3. These securities may be deemed to be indirectly beneficially owned by CRK Partners, LLC, a Delaware limited liability company ("CRK LLC"). See note 6.
4. These securities may be deemed to be indirectly beneficially woend by ESL Investments, Inc., a Delaware corporation ("ESL"). See note 6.
5. These securities may be deemed to be indirectly beneficially owned by Edward S. Lampert. See note 6.
6. This form 4 is filed on behalf of a group consisting of CRK II, ESL, CRK LLC and Edward S. Lampert. Pursuant to Rule 16a-1(a)(2), ESL, CRK LLC, and Mr. Lampert may be deemed indirect beneificial owners of certain of the securities reported on this Form 4. CRK LLC is the general partner of CRK II. ESL is the managing memeber of CRK LLC. Mr. Lampert is a controlling stockholder of ESL and a director and Chairman of the Board of Kmart Holding Corporation. The securities reported as being owned by CRK II reflect the total amount of securities beneficially owned by CRK II, which is greater than CRK LLC's, Mr. Lampert's or ESL's indirect pecuniary interest in such securities.
7. The Amount of Securities Beneficially Owned Following Reported Transaction has also been increased by 50 shares over the amount reported on the February 12, 2004 to correct a typographical error in the February 12, 2004 filing.

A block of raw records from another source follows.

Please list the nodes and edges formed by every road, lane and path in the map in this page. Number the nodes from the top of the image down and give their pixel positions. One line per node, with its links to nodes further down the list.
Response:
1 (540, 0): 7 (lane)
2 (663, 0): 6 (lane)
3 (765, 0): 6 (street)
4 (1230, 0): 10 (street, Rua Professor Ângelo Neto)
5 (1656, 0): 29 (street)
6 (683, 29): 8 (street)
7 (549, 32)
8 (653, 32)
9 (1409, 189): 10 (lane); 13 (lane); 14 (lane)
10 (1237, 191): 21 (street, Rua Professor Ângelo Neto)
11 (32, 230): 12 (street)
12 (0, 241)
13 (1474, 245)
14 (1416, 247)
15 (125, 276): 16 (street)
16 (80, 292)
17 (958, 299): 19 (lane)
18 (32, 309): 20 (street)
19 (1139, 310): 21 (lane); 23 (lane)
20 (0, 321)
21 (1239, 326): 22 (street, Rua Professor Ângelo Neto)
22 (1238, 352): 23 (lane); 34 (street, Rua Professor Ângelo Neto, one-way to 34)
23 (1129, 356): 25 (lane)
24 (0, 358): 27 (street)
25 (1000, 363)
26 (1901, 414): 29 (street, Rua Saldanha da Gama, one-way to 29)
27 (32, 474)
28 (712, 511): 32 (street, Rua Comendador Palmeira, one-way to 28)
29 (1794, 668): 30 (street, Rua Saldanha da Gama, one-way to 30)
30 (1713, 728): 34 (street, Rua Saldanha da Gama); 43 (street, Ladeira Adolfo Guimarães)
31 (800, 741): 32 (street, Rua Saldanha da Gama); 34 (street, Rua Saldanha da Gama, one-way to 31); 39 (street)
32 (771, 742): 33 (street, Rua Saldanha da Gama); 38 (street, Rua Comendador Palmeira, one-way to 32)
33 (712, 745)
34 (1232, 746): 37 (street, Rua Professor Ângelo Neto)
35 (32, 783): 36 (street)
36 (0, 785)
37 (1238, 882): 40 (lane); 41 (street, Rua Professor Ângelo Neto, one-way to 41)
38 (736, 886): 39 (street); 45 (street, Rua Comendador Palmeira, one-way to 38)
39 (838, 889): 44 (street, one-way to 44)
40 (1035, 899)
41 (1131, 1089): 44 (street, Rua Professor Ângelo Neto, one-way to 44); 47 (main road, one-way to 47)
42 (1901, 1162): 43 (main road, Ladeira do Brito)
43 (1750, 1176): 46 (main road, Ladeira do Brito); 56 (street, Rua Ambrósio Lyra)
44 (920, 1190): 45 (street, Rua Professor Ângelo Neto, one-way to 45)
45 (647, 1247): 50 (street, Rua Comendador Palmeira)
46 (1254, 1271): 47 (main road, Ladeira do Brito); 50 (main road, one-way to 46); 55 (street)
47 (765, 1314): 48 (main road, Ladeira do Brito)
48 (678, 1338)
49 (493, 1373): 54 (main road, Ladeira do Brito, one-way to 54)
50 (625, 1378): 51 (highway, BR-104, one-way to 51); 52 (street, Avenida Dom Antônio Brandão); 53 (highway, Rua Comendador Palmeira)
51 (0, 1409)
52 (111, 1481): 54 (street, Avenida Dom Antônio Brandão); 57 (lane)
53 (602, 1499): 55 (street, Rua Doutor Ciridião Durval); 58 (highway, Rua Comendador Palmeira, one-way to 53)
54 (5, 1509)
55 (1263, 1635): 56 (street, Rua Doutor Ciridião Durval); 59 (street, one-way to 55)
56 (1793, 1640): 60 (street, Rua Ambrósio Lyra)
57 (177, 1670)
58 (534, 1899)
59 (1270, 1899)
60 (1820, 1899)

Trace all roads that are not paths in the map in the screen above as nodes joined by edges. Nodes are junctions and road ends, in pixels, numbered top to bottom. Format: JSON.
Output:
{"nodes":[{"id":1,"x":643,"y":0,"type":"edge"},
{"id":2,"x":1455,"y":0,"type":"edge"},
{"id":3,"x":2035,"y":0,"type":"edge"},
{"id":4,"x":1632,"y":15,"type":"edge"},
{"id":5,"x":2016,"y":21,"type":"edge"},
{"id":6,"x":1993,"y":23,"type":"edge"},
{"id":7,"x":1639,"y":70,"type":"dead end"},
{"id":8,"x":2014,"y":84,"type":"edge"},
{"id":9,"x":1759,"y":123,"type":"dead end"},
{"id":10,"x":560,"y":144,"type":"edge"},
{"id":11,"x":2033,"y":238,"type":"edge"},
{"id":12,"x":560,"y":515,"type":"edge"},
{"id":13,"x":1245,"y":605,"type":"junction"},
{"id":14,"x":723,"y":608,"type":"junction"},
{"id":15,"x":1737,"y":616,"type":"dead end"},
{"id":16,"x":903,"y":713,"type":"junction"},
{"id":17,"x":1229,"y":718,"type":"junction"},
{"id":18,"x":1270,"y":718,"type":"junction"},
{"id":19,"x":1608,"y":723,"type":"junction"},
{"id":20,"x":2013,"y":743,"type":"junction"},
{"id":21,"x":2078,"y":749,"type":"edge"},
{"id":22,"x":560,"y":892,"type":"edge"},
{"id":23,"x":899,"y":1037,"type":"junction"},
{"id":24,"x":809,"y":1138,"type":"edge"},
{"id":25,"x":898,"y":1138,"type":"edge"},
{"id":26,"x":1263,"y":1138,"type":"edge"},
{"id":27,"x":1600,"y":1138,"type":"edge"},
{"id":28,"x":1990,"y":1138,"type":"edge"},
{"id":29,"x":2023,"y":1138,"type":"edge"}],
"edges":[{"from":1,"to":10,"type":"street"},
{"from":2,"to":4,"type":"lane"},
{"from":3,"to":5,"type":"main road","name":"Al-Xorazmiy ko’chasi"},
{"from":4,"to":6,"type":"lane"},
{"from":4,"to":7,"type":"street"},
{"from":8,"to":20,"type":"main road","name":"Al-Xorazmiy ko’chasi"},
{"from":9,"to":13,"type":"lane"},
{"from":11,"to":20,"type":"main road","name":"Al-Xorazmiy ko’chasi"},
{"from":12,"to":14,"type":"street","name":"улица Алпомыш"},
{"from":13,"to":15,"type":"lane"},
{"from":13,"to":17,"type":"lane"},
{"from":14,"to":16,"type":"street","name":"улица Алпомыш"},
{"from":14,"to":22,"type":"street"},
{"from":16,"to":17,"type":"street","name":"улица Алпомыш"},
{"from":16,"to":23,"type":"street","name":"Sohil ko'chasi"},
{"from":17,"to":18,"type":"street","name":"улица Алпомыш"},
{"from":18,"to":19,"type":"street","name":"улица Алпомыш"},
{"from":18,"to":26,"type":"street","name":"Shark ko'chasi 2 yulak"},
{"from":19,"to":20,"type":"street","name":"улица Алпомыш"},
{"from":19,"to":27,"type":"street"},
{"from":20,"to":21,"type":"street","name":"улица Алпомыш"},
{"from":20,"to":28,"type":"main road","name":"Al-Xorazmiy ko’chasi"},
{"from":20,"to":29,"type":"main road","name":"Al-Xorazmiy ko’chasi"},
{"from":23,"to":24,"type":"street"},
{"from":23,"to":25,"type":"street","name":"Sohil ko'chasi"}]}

All transactions have been properly reported.
William C. Crowley, President of ESL Investments, Inc. (200 Greenwich Avenue, Greenwich, CT 06830) 04/27/2004
William C. Crowley, for CRK Partners II, LP (200 Greenwich Avenue, Greenwich, CT 06830) 04/27/2004
William C. Crowley, for CRK Partners, LLC (200 Greenwich Avenue, Greenwich, CT 06830) 04/27/2004
Edward S. Lampert (200 Greenwich Avenue, Greenwich, CT 06830) 04/27/2004
** Signature of Reporting Person Date
Reminder: Report on a separate line for each class of securities beneficially owned directly or indirectly.
* If the form is filed by more than one reporting person, see Instruction 4 (b)(v).